David Beckett stood politely, offering her the stool next to Katie. She tried to tell him to sit, but he wouldn’t, so she thanked him and sat down. “I hear we’re on,” Katie said happily.

 

“We are?” Vanessa asked.

 

“Sean called and asked if I was sure it was a direction I willing to go in—and I must say I’m intrigued. We’ve had Liam studying what information he can from various sources, and it is one of the most disturbing mysteries of recent time,” David told her.

 

Katie looked at Vanessa with triumph. She had an “I told you so” look in her eyes.

 

“We started interviewing for researchers and our film crew today,” David said.

 

“And how did that go?”

 

David grinned. “Sean said that not one of the people we saw had your credentials. But some seemed okay. We actually have a number of friends who are top-notch, but most of them are already committed to projects—it’s tough, even for the best people, so when something is up, you commit fast.
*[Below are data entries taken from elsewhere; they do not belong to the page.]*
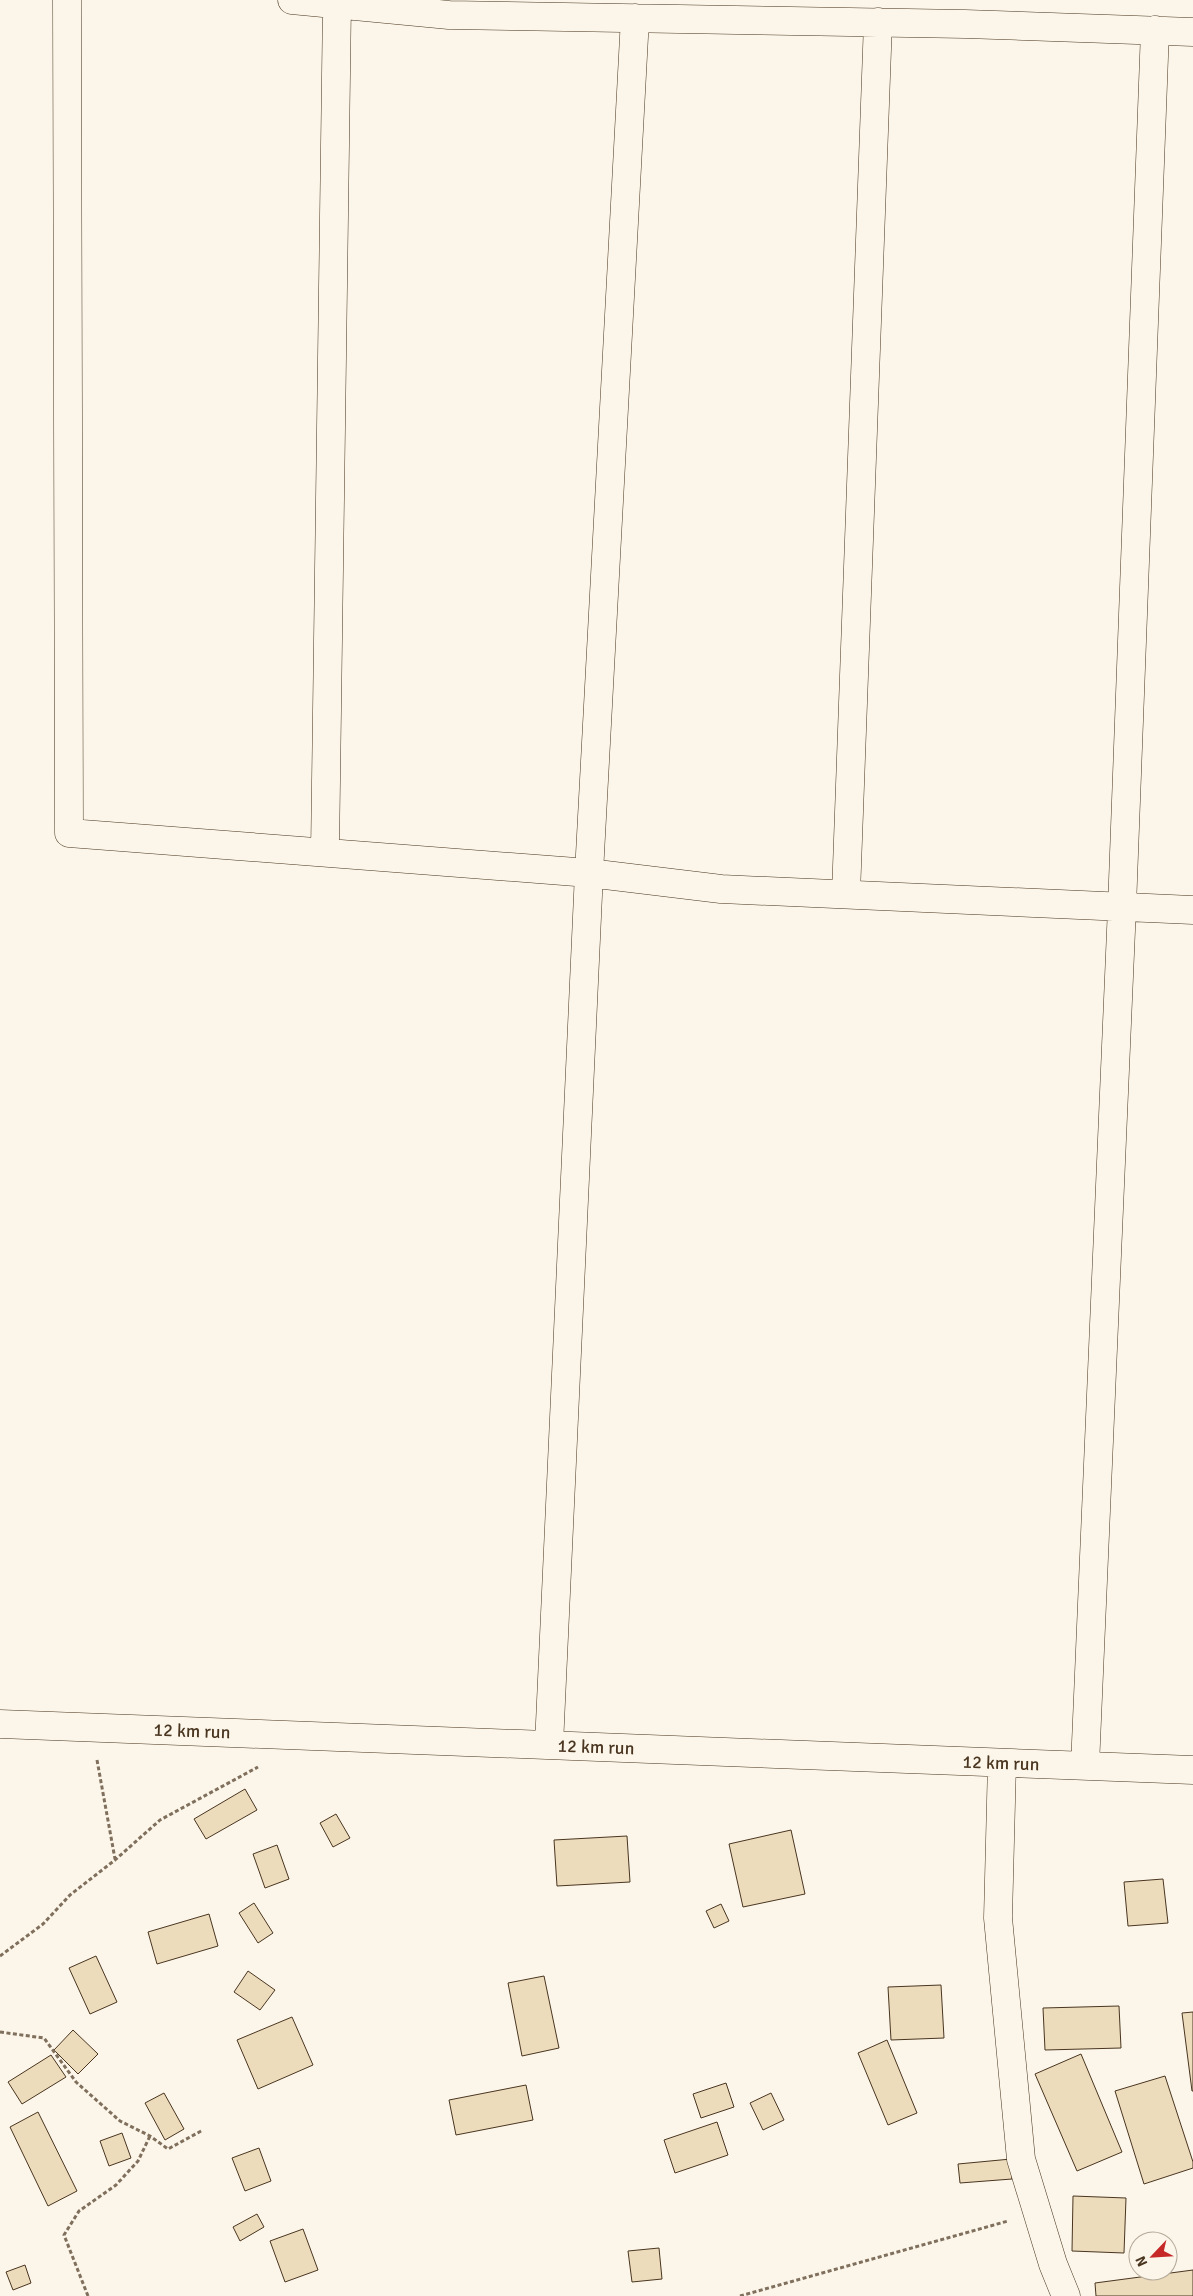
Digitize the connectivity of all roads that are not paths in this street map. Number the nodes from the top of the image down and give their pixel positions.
1 (67, 0) edge
2 (292, 0) edge
3 (337, 4) junction
4 (635, 18) junction
5 (878, 22) junction
6 (1155, 30) junction
7 (1193, 32) edge
8 (325, 852) junction
9 (590, 874) junction
10 (846, 894) junction
11 (1122, 907) junction
12 (1193, 910) edge
13 (0, 1724) edge
14 (550, 1745) junction
15 (1002, 1763) junction
16 (1086, 1766) junction
17 (1193, 1770) edge
18 (1066, 2296) edge

1 - 8 street
2 - 3 street
3 - 4 street
3 - 8 street
4 - 5 street
4 - 9 street
5 - 6 street
5 - 10 street
6 - 7 street
6 - 11 street
8 - 9 street
9 - 10 street
9 - 14 street
10 - 11 street
11 - 12 street
11 - 16 street
13 - 14 street, 12 km run
14 - 15 street, 12 km run
15 - 16 street, 12 km run
15 - 18 street
16 - 17 street, 12 km run

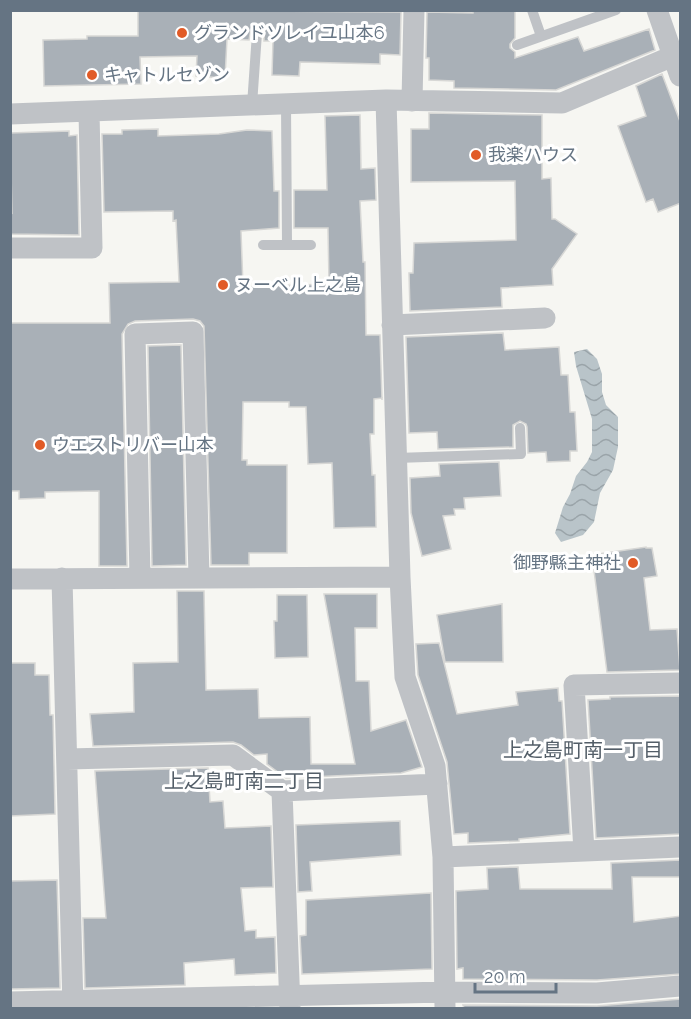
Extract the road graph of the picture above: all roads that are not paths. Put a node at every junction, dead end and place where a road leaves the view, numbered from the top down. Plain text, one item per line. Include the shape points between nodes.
1 (414, 10) edge
2 (532, 10) edge
3 (615, 10) edge
4 (657, 10) edge
5 (256, 33) dead end
6 (541, 36) junction
7 (517, 45) dead end
8 (677, 66) edge
9 (386, 100) junction
10 (412, 100) junction
11 (286, 104) junction
12 (252, 105) junction
13 (89, 112) junction
14 (10, 114) edge
15 (287, 244) junction
16 (263, 245) dead end
17 (311, 245) dead end
18 (10, 248) edge
19 (545, 318) dead end
20 (392, 325) junction
21 (520, 428) dead end
22 (396, 458) junction
23 (400, 577) junction
24 (62, 578) junction
25 (140, 578) junction
26 (199, 578) junction
27 (10, 579) edge
28 (681, 683) edge
29 (67, 759) junction
30 (437, 784) junction
31 (282, 791) junction
32 (681, 847) edge
33 (584, 851) junction
34 (443, 857) junction
35 (681, 986) edge
36 (445, 1000) edge
37 (598, 1001) edge
38 (10, 1002) edge
39 (290, 1002) edge
40 (219, 1003) edge
41 (73, 1004) edge

1 - 10 street
2 - 6 lane
3 - 6 lane
4 - 8 street
5 - 12 lane
6 - 7 lane
8 - 10 street via 562,104
9 - 10 street
9 - 11 street
9 - 20 street
11 - 12 street
11 - 15 lane
12 - 13 street
13 - 14 street
13 - 18 street via 92,248
15 - 16 lane
15 - 17 lane
19 - 20 street
20 - 22 street
21 - 22 lane via 521,454
22 - 23 street
23 - 26 street
23 - 30 street via 405,677 435,766
24 - 25 street
24 - 27 street
24 - 29 street
25 - 26 street
25 - 26 street via 135,334 193,332
28 - 33 street via 574,685
29 - 31 street via 233,755
29 - 41 street
30 - 31 street
30 - 34 street
31 - 39 street
32 - 33 street
33 - 34 street
34 - 36 street
35 - 37 street
36 - 37 street
36 - 39 street
38 - 41 street
39 - 40 street
40 - 41 street

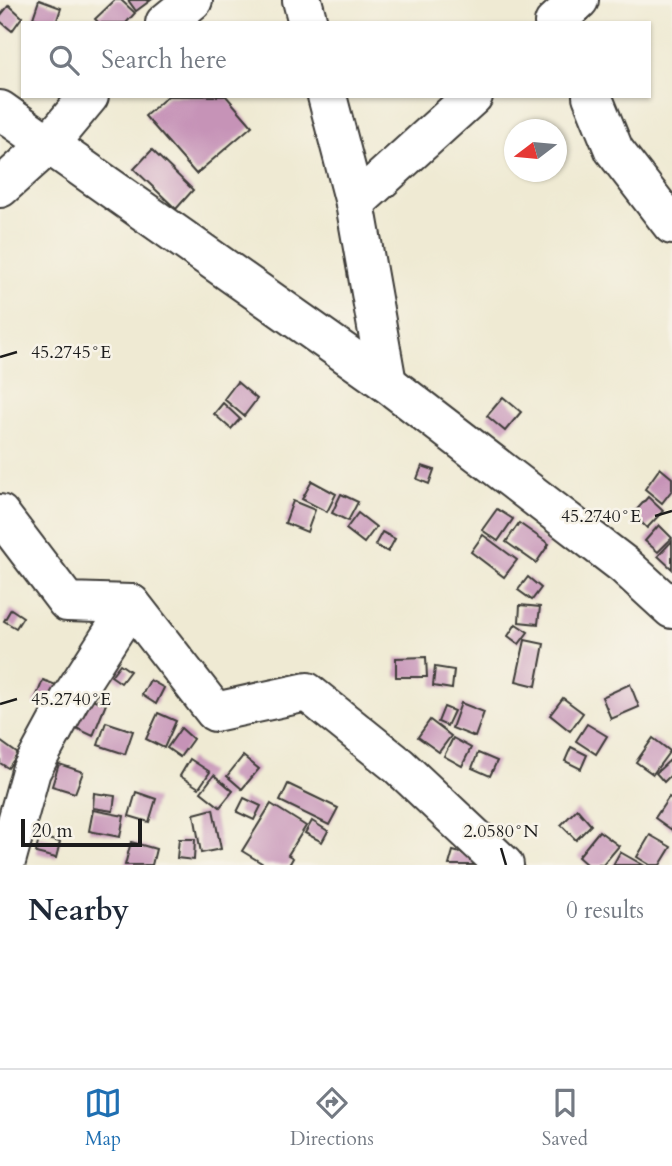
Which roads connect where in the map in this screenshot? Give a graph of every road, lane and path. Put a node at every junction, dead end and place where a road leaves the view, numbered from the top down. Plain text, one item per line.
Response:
1 (193, 0) edge
2 (302, 0) edge
3 (579, 0) edge
4 (587, 0) edge
5 (167, 21) edge
6 (307, 21) edge
7 (556, 21) edge
8 (587, 21) edge
9 (87, 98) edge
10 (328, 98) edge
11 (471, 98) edge
12 (593, 98) edge
13 (0, 110) edge
14 (48, 145) junction
15 (0, 188) edge
16 (355, 203) junction
17 (672, 225) edge
18 (387, 383) junction
19 (0, 514) edge
20 (131, 604) junction
21 (672, 609) edge
22 (5, 865) edge
23 (504, 865) edge

1 - 5 street
2 - 6 street
3 - 7 street
4 - 8 street
9 - 14 street
10 - 16 street
11 - 16 street
12 - 17 street
13 - 14 street
14 - 15 street
14 - 18 street
16 - 18 street
18 - 21 street
19 - 20 street
20 - 22 street
20 - 23 street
And I admit, we didn’t set this up ahead very far, which might have helped in that area.”

 

“I’m still sure you can find the people you need,” Vanessa said.

 

“Oh, yeah. But it would have been easier to hit the folks we know—and whose work and work ethic we know,” David said.

 

“Everyone has to start somewhere,” Vanessa said.

 

“That’s true, and now I have to go to work,” Katie said. “I’m counting on both of you if it’s a dead crowd,” she added.

 

Vanessa smiled and shook her head. “A group number!” Katie said.

 

There were about twenty people in the bar when Katie started up, singing a number with a friend of hers, Clarinda, who was also one of the night servers at O’Hara’s. The two sang a country number that was beautiful and sexy. By the time they finished, other people were walking in the door.

 

“I don’t think that she’s going to have any problem with this crowd not getting up,” Vanessa told David.

 

“Probably not. We’re off the hook. Oh, and she’s trying to get Clarinda to get up enough confidence to take it over when she’s not here,” David said.

 

“Oh?”

 

David smiled. “You don’t think we’ll all be going on this excursion without Katie, do you?”

 

Vanessa smiled. “So it’s a done deal?” she asked.